The natural beauty of the Texas Hill Country on display at El Rancho Cima. Photos of El Ranch Cima were previously provided by Republic Ranches.
‘Iconic’ ranch may become county park
The dream of public access to the Blanco River in the Wimberley Valley may just become a reality.
El Rancho Cima, the former Boy Scout Ranch on Farm-to-Market Road 32 on the outskirts of Wimberley, has the possibility of becoming a county-owned natural area and park with more than a mile of riverfront.
Just a few months ago, the possibility of the 2,382-acre property becoming a park was long gone. After initially going up for sale, a grassroots campaign to purchase and conserve the land had seemingly failed as the property was bought and subdivided.
“It turns out, that may have been our saving grace,” Hays County Commissioner Lon Shell said. “It became more possible for the county to get involved when it was in smaller tracts.”
The premier tract of land is around 500 acres along the Blanco River.
“We contacted the Hill Country Conservancy to see if they were interested in some partnerships,” Shell said. “They put a contract on that river tract a few months ago, and the plan was for the county to work towards a partnership to join them and that is what we are trying to do.”
In the last Hays County road bond there was money set aside to purchase land for habitat conservation to offset any habitat that would be taken by new roads or development as part of the county’s habitat conservation plan. Shell believes this property, which he said has a large amount of Golden Cheeked Warbler habitat, would be a great way for the county to use the funds.
“I think it is a unique opportunity,” Shell said. “It is an iconic piece of property with Devil’s Backbone and the Blanco River frontage. There are many benefits to the public… Most people know the Backbone and Sentinel Peak. Even though it is on the edge of our county people will understand its value and the importance of protecting it… There are properties across the county that have the same environmental values as this one, but the ability to have one that is this iconic and with that amount of habitat and that amount of river makes this a really unique property.”
While the county is only discussing the purchase of about 500 acres of the land, there are other pieces of the puzzle in motion to try and conserve most of the entire property.
Two of the other tracts of land are privately owned, and the county is working with those property owners on the possibility of creating a conservation easement on the land to keep it from being developed. Another tract of land includes much of the infrastructure that used to make up the Boy Scout Ranch. The Capital Area Boy Scouts, which is not the same Boy Scout group that sold the property, is considering purchasing that tract to keep the property in use as a camp. If all the plans are successful, it could preserve a large portion of the entire property.
How the property will be used is another question that still remains to be answered. Shell said that they have had some preliminary talks with the nature conservancy on the best way to balance public access while also protecting the land. He said that it could be operated similar to the Jacob’s Well Natural Area, which allows reservations to a limited number of people during different parts of the day.

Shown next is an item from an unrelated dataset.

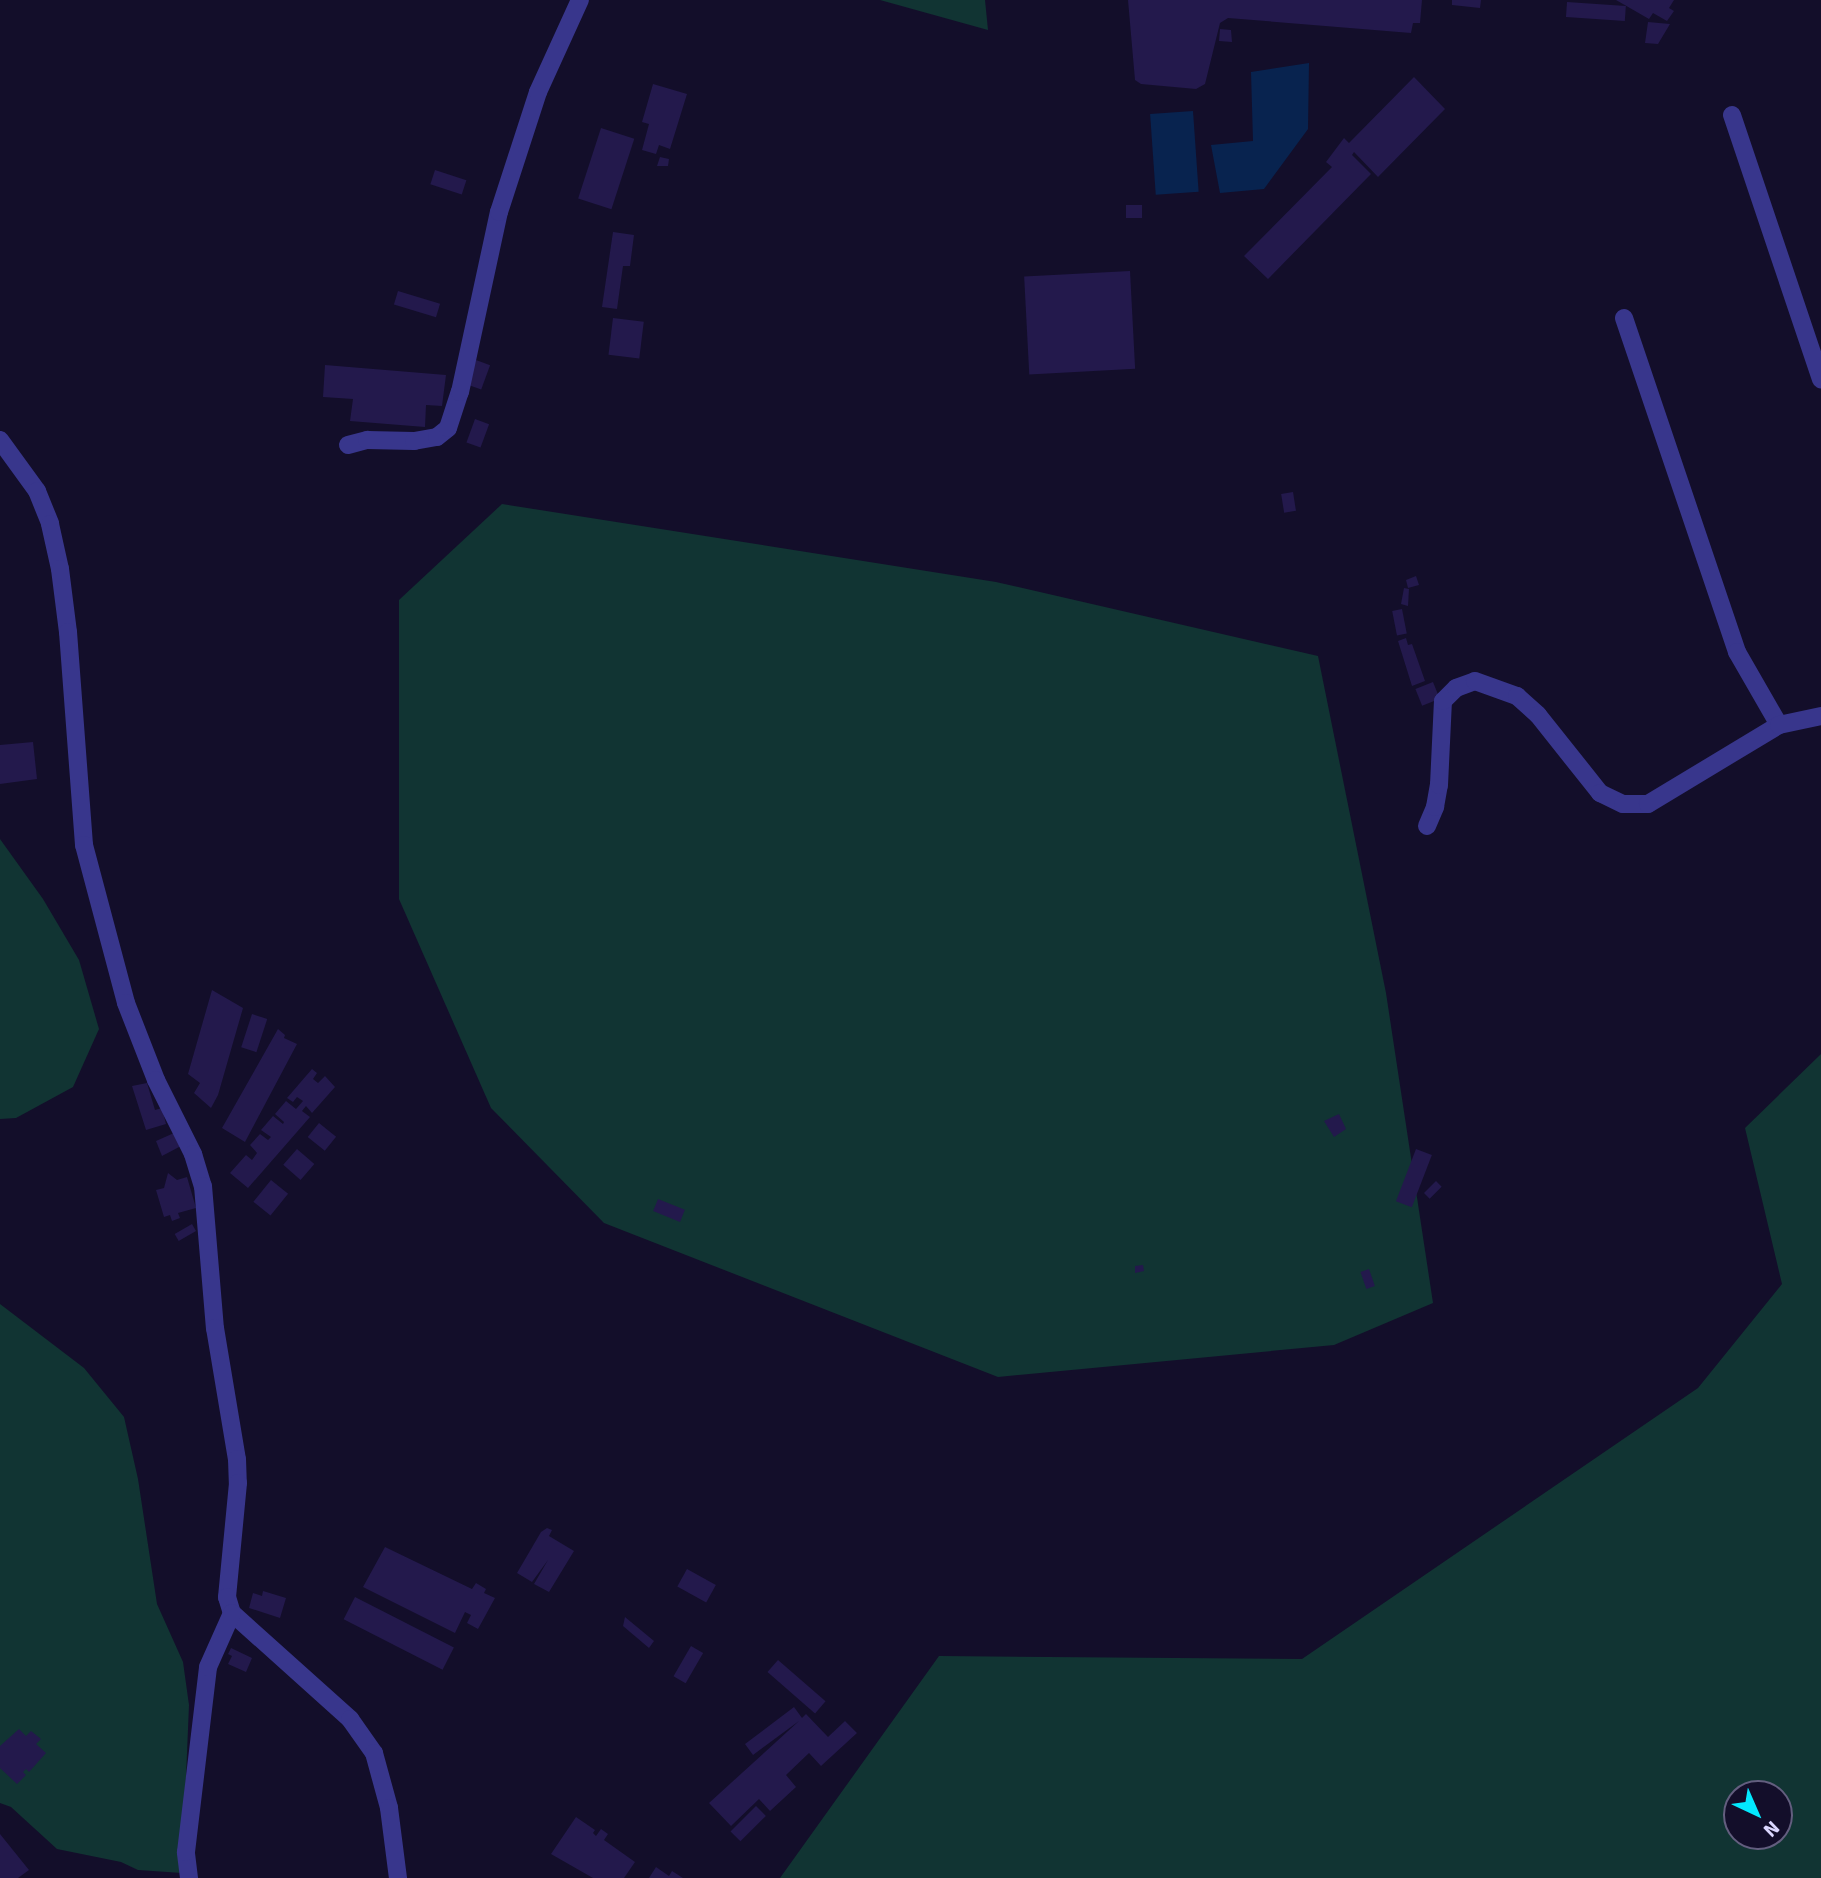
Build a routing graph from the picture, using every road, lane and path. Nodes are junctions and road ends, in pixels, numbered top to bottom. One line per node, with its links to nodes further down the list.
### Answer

Shell said that public support will be critical to see the project come to fruition. He is hoping to bring the topic up to the entire Hays County Commissioners Court on Tuesday, October 15 to “present the concept to the commissioners court to start working out some more details and then start working towards the eventual goal of finding a way to partner with the nature conversancy.”
“There has been a great deal of interest in conserving El Rancho Cima,” Shell said. “We have been working on ways in which to participate in these efforts and now have the ability to secure a 533-acre portion of the ranch that has frontage on both sides of the Blanco River. This gives Hays County a unique opportunity for conservation and partnership opportunities to preserve water quality and endangered species habitat as well as provide public access to a special part of the Texas Hill Country.”